I can't watch pbs sober anymore
i hope thats the last time i ever see ryan's hairy ass fucking
direct quote: "i'm so over my clit" either best or most awkward conversation possible with your COUSIN
successfully started a charcoal grill with 2 shots of everclear and some aluminum foil. i never wanna leave here
I never thought I'd say this, but there is a life threatening amount of rumpleminz in our freezer
found a half eaten roll befind my toilet today. my birthday just keeps popping up.
This is a mass text to all my friends. Whoever gets this first, please find me and confiscate my phone immediately. I am far too high to have it. Even if you have to punch me in my face to get it. Otherwise, let the "High While Analyzing Disney Movies" texts begin.

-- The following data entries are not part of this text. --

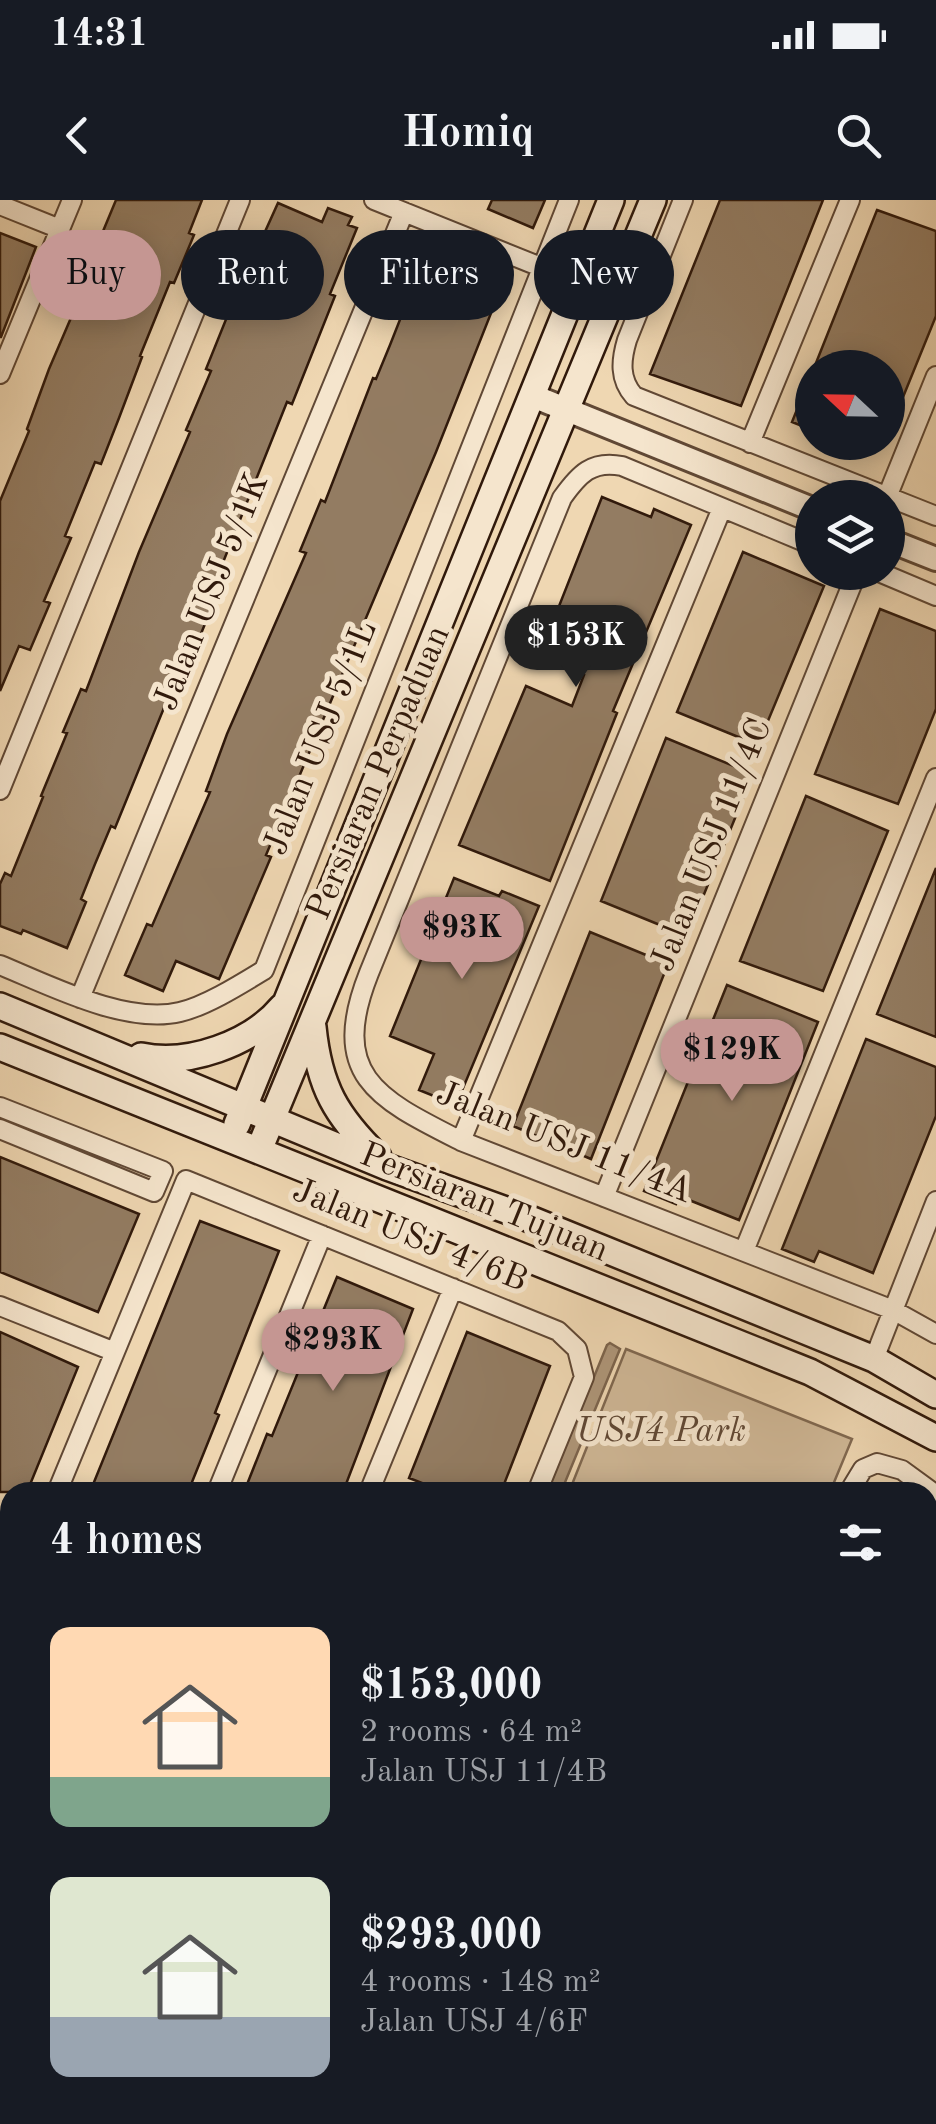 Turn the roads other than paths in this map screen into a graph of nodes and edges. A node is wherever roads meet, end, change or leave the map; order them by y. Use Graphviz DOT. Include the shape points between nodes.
graph roads {
  1 [pos="72,200"];
  2 [pos="240,200"];
  3 [pos="374,200"];
  4 [pos="569,200"];
  5 [pos="611,200"];
  6 [pos="654,200"];
  7 [pos="683,200"];
  8 [pos="850,200"];
  9 [pos="0,205"];
  10 [pos="404,212"];
  11 [pos="60,229"];
  12 [pos="557,230"];
  13 [pos="599,230"];
  14 [pos="534,264"];
  15 [pos="534,287"];
  16 [pos="563,320"];
  17 [pos="0,374"];
  18 [pos="936,376"];
  19 [pos="533,396"];
  20 [pos="569,410"];
  21 [pos="750,443"];
  22 [pos="844,480"];
  23 [pos="894,480"];
  24 [pos="795,502"];
  25 [pos="905,504"];
  26 [pos="722,508"];
  27 [pos="936,516"];
  28 [pos="795,539"];
  29 [pos="905,547"];
  30 [pos="936,560"];
  31 [pos="905,583"];
  32 [pos="851,590"];
  33 [pos="936,596"];
  34 [pos="936,778"];
  35 [pos="0,790"];
  36 [pos="0,965"];
  37 [pos="80,998"];
  38 [pos="288,999"];
  39 [pos="0,1006"];
  40 [pos="312,1022"];
  41 [pos="97,1046"];
  42 [pos="0,1047"];
  43 [pos="0,1108"];
  44 [pos="244,1108"];
  45 [pos="272,1119"];
  46 [pos="0,1130"];
  47 [pos="231,1138"];
  48 [pos="462,1141"];
  49 [pos="259,1150"];
  50 [pos="387,1166"];
  51 [pos="604,1197"];
  52 [pos="936,1201"];
  53 [pos="322,1235"];
  54 [pos="744,1251"];
  55 [pos="452,1288"];
  56 [pos="0,1306"];
  57 [pos="893,1310"];
  58 [pos="936,1334"];
  59 [pos="115,1352"];
  60 [pos="874,1359"];
  61 [pos="936,1395"];
  62 [pos="936,1438"];
  63 [pos="61,1482"];
  64 [pos="222,1482"];
  65 [pos="373,1482"];
  66 [pos="541,1482"];
  67 [pos="856,1482"];
  68 [pos="916,1482"];
  1 -- 11 [label="street"];
  2 -- 35 [label="street"];
  3 -- 10 [label="street"];
  4 -- 12 [label="street, Jalan USJ 5/1L"];
  5 -- 13 [label="main road, Persiaran Perpaduan"];
  6 -- 20 [label="main road, Persiaran Perpaduan"];
  7 -- 21 [label="street" via="622,357 627,388"];
  8 -- 21 [label="street"];
  9 -- 11 [label="street"];
  10 -- 14 [label="street"];
  10 -- 37 [label="street, Jalan USJ 5/1K"];
  11 -- 17 [label="street"];
  15 -- 37 [label="street, Jalan USJ 5/1L" via="264,970 180,1012 130,1012"];
  16 -- 19 [label="main road, Persiaran Perpaduan"];
  18 -- 23 [label="street"];
  19 -- 20 [label="street"];
  19 -- 38 [label="main road, Persiaran Perpaduan"];
  20 -- 24 [label="street"];
  20 -- 40 [label="main road, Persiaran Perpaduan"];
  21 -- 22 [label="street"];
  25 -- 27 [label="street"];
  26 -- 28 [label="street"];
  26 -- 48 [label="street"];
  26 -- 48 [label="street, Jalan USJ 11/4A" via="604,462 581,475 562,498 352,1028 366,1076 381,1096"];
  29 -- 30 [label="street"];
  31 -- 33 [label="street"];
  32 -- 51 [label="street, Jalan USJ 11/4C"];
  34 -- 54 [label="street"];
  36 -- 37 [label="street, Jalan USJ 5/1L"];
  38 -- 41 [label="main road" via="254,1030 201,1054 151,1058"];
  38 -- 44 [label="main road, Persiaran Perpaduan"];
  39 -- 41 [label="main road, Persiaran Tujuan"];
  40 -- 45 [label="main road, Persiaran Perpaduan"];
  40 -- 50 [label="main road" via="334,1108"];
  41 -- 44 [label="main road, Persiaran Tujuan"];
  42 -- 47 [label="main road, Persiaran Tujuan"];
  43 -- 46 [label="street" via="163,1171 154,1192"];
  44 -- 45 [label="main road, Persiaran Tujuan"];
  44 -- 47 [label="main road, Persiaran Perpaduan"];
  45 -- 49 [label="main road, Persiaran Perpaduan"];
  45 -- 50 [label="main road, Persiaran Tujuan"];
  47 -- 49 [label="main road, Persiaran Tujuan"];
  48 -- 51 [label="street, Jalan USJ 11/4A"];
  49 -- 62 [label="main road, Persiaran Tujuan" via="810,1372"];
  50 -- 60 [label="main road, Persiaran Tujuan"];
  51 -- 54 [label="street, Jalan USJ 11/4A"];
  52 -- 57 [label="street"];
  53 -- 55 [label="street, Jalan USJ 4/6B"];
  53 -- 59 [label="street, Jalan USJ 4/6B" via="186,1180"];
  53 -- 64 [label="street"];
  54 -- 57 [label="street, Jalan USJ 11/4A"];
  55 -- 65 [label="street"];
  55 -- 66 [label="street, Jalan USJ 4/6B" via="558,1331 577,1349 584,1377"];
  56 -- 59 [label="street"];
  57 -- 58 [label="street, Jalan USJ 11/4A"];
  57 -- 60 [label="street"];
  59 -- 63 [label="street"];
  60 -- 61 [label="main road, Persiaran Tujuan"];
  67 -- 68 [label="street" via="876,1463 890,1464"];
}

So I was putting on a condom and looked to my right to not make eye contact, she said did you just look at the American flag while putting that on. I said this one's for Team USA.
Good news: you're over the drunk crying life phase. Bad news: now you're handy and violent. You were groping me from behind in front of the guy you like, then you put me in a headlock and swept the leg.
How do you tell a woman that you are seeing that the scars on your back are from her awesome-in-bed little sister?
Incase you were wondering. Cooking naked turns into sex. Sex and cooking may lead to house fire....
Got to use the phrase "sweet pukas dude." My day is made.
Haha. I found pics last week of me getting motorboated by a girl while i was taking a shot. Hahaha in my wedding dress. Classy
you smell like vanilla and daddy issues
It's officially "let him eat me out in a sundress with no panties" season. Needless to say the first date was a success.